Historic landmark park in Sierra Madre, California, U.S.

Sierra Madre Memorial Park is a historic landmark park in Sierra Madre, California. The public park is dedicated to Sierra Madre residents who have served in the U.S. Armed forces. The park has monuments, a band shell, tennis court, playground, covered picnic area and a historic house, called the park house, that is a historic landmark. The park is on Sierra Madre Boulevard and Hermosa, next to City Hall.

==Park House==

The Park House built in 1884, was once the winery of Professor John Jacob Hart, one of the city's founding fathers. In about 1884 Mr. Hart moved his family, (Wife Emma Corlett), from Cleveland to Sierra Madre and purchased 40 acres of land. His main instruments were the violin and piano, teaching both into his 70s. Professor Hart added to his income as a music teacher, by growing and selling his high quality "Monte Vina" wines, his winery was on his property, which ranged from Sierra Madre Boulevard on the north to Orange Grove on the south, the park house on his property was just south of Sierra Madre blvd. In 1980 the house was dedicated as the Senior Citizens’ Center Memorial Park House. It was of adobe construction. After many renovations the house has few of its original construction, but the original grand fireplace remains. The house is site #42 on Sierra Madre historic landmark list. There are 50 properties listed on Sierra Madre's Designated Historical Properties List. Hart help establish the city's first public library, he also helped bring the Pacific Electric street car to town in 1905 on the Sierra Madre Line, it ran each day till service ended in 1950. At the start of housing subdivision construction south of Central Avenue, now called Sierra Madre Boulevard, Hart insisted on some of the streets having Spanish names. These included Mariposa, Ramona, Manzanita and Esperanza avenues. The park house is used by the Veterans of Foreign Wars Post 3208 of Sierra Madre once a month.

==Monuments==
- In 1926, a 1905 World War I cannon was dedicated and placed in the park. The 150 mm howitzer field artillery cannon was built by the Fried Krupp A.G. Corporation of Essen, Germany. The U.S. confiscated the cannon, then gave it to the City of Pasadena with a twin, Pasadena gave the cannon to Sierra Madre for its Memorial Park. In October 2007 the refurbished World War I cannon was re-dedicated.
- The Weeping Wall Veterans Memorial was dedicated on April 24, 1999, it was designed by Lew Watanabe. Monument reads: "Dedicated to all the armed forces veterans of Sierra Madre, Who served our country in peace and war... who helped to preserve peace and freedom for our city, country and the world. The wall weeps... not with sorrow, but with pride. God bless them all. April 1999."
- The Sierra Madre Veterans Time Capsule, dated April 24, 1999, holds Sierra Madre veterans' memorial memorabilia. It is near the Weeping Wall.
- The Veterans’ Photo Wall was dedicated on October 11, 2003. In front of the wall is also a flag pole
- The Monument to the Unknown Scout was dedicated on February 13, 1948. There is a plaque on the Monument that reads: "Dedicated to the unknown boy scout in honor of all boy scouts of Sierra Madre past and present who served in World War II, February 13, 1948". Three scout leaders that returned from World War II worked to have a city monument to honor both the scouts that served in World War II and the unknown Scout that help bring scouting to the USA. A Ceremony is held each year by Troop 373 of Sierra Madre to remember the World War II Scouts and the Unknown Boy Scout.

==Events==
Events are held throughout the year: Sierra Madre's Wistaria Festival and Arts & Crafts Fair, summer Concerts in the Park, Movies in the Park, Firefighter's Easter Egg Hunt, 4 July Festivities, Friends of the Library Art Fair, City Halloween costume judging, Pioneer Days Historic Photo Exhibit, American Cancer Society Relay for Life, Blood Drives and more.

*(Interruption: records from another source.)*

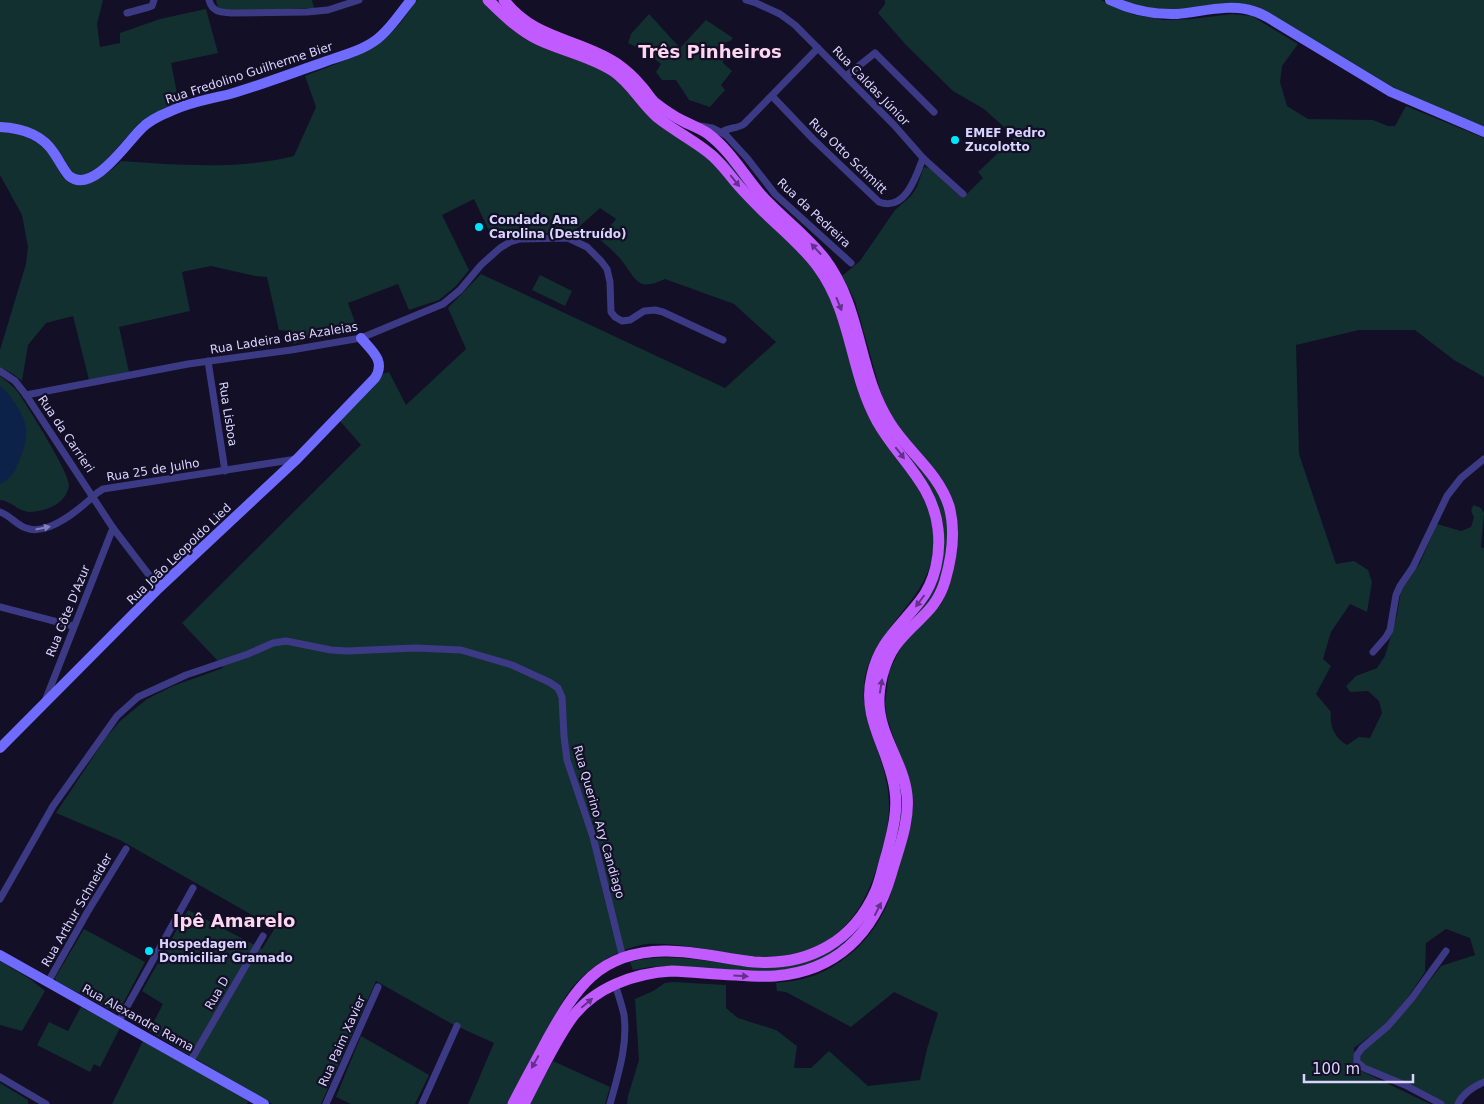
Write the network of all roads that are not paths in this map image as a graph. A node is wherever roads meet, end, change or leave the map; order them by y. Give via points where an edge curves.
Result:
1 (154, 0) edge
2 (208, 0) edge
3 (359, 0) edge
4 (411, 0) edge
5 (488, 0) edge
6 (504, 0) edge
7 (746, 0) edge
8 (1110, 0) edge
9 (755, 1) edge
10 (127, 13) dead end
11 (818, 48) junction
12 (846, 76) junction
13 (772, 96) junction
14 (934, 112) dead end
15 (694, 125) junction
16 (0, 127) edge
17 (674, 128) junction
18 (722, 132) junction
19 (1484, 132) edge
20 (923, 158) junction
21 (741, 159) junction
22 (963, 194) dead end
23 (851, 263) dead end
24 (361, 338) junction
25 (723, 340) dead end
26 (208, 361) junction
27 (0, 372) edge
28 (26, 394) junction
29 (1484, 458) edge
30 (297, 459) junction
31 (226, 471) junction
32 (93, 496) junction
33 (0, 512) edge
34 (113, 528) junction
35 (159, 588) junction
36 (0, 607) edge
37 (74, 626) junction
38 (1373, 652) dead end
39 (44, 704) junction
40 (0, 748) edge
41 (126, 849) dead end
42 (194, 888) dead end
43 (0, 899) edge
44 (263, 936) dead end
45 (1446, 951) dead end
46 (0, 955) edge
47 (623, 958) junction
48 (607, 965) junction
49 (629, 978) junction
50 (48, 982) junction
51 (615, 984) junction
52 (378, 987) dead end
53 (119, 1021) junction
54 (457, 1026) dead end
55 (190, 1062) junction
56 (0, 1077) edge
57 (1484, 1082) edge
58 (35, 1101) edge
59 (46, 1104) edge
60 (264, 1104) edge
61 (326, 1104) edge
62 (422, 1104) edge
63 (513, 1104) edge
64 (524, 1104) edge
65 (610, 1104) edge
66 (1441, 1104) edge
67 (1458, 1104) edge

1 - 10 street via 152,6
2 - 3 street via 214,10 231,13 328,10
4 - 16 street, Rua Fredolino Guilherme Bier via 378,38 362,48 259,85 179,107 144,126 100,172 78,181 69,176 51,148 38,136
5 - 17 main road via 508,20 536,39 598,62 613,71 656,116
6 - 15 main road via 536,29 613,61 630,74 652,100 673,116
7 - 9 street, Rua Caldas Júnior
8 - 19 street via 1156,14 1236,8 1252,10 1391,92
9 - 11 street, Rua Caldas Júnior via 795,25
11 - 12 street, Rua Caldas Júnior
11 - 13 street
12 - 14 street via 875,53
12 - 20 street, Rua Caldas Júnior
13 - 18 street via 744,124
13 - 20 street, Rua Otto Schmitt via 878,202 892,205 907,193
15 - 18 street
15 - 21 main road
17 - 21 main road via 696,134 728,158
17 -> 47 main road via 712,155 819,268 841,309 871,409 918,476 932,502 939,548 934,572 923,597 889,636 877,656 872,673 870,710 892,777 896,805 880,879 862,914 830,946 794,960 767,963 665,951
18 - 21 street, Rua da Pedreira
20 - 22 street, Rua Caldas Júnior
21 - 23 street, Rua da Pedreira
49 -> 21 main road via 672,971 765,977 793,974 828,961 862,933 876,913 887,888 906,822 905,784 881,720 879,698 883,674 897,642 935,604 952,551 952,523 945,497 938,482 883,412 844,289 823,256 753,186
24 - 25 street, Rua Ladeira das Azaleias via 442,304 460,290 481,265 510,242 558,237 587,247 607,269 615,317 622,321 630,320 644,311 655,310
24 - 26 street, Rua Ladeira das Azaleias
24 - 30 street, Rua João Leopoldo Lied via 376,357 379,371
26 - 28 street, Rua Ladeira das Azaleias
26 - 31 street, Rua Lisboa
27 - 28 street, Rua da Carrieri
28 - 32 street, Rua da Carrieri
29 - 38 street via 1446,496 1413,567 1396,595 1390,630
30 - 31 street, Rua 25 de Julho
30 - 35 street, Rua João Leopoldo Lied
31 - 32 street, Rua 25 de Julho via 103,489
33 -> 32 street, Rua 25 de Julho via 26,528 40,530 54,525
32 - 34 street, Rua da Carrieri
34 - 35 street, Rua da Carrieri
34 - 37 street, Rua Côte D'Azur
35 - 39 street, Rua João Leopoldo Lied
36 - 37 street
37 - 39 street, Rua Côte D'Azur
39 - 40 street, Rua João Leopoldo Lied
41 - 50 street, Rua Arthur Schneider
42 - 53 street
43 - 47 street, Rua Querino Ary Candiago via 53,806 117,716 138,697 272,643 286,641 347,651 461,650 512,665 558,688 562,697 567,760 593,837
44 - 55 street, Rua D
45 - 66 street via 1412,998 1357,1055 1357,1062 1364,1068
46 - 50 street, Rua Alexandre Rama
47 - 48 main road
47 - 49 main road
48 - 51 main road via 608,974
48 -> 63 main road via 590,977 567,1004
49 - 51 main road
50 - 53 street, Rua Alexandre Rama
64 -> 51 main road via 571,1018 587,1002
51 - 65 street via 624,1014 624,1039
52 - 61 street, Rua Paim Xavier
53 - 55 street, Rua Alexandre Rama
54 - 62 street
55 - 60 street, Rua Alexandre Rama
56 - 58 street
57 - 67 street via 1462,1097
58 - 59 street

After World War I, Sierra Madre held parades on Memorial Day, Veterans Day and Independence Day. Veterans, Scouts and City officials would march from Sierra Madre Memorial Park to Sierra Madre Pioneer Cemetery. While the Memorial Day and Veterans Day Parades have ended. The Independence Day Parade continues each year. A Memorial Day service is held in Sierra Madre Pioneer Cemetery at 11am each year, hosted by the VFW and Troop 373 of Sierra Madre Congregational Church.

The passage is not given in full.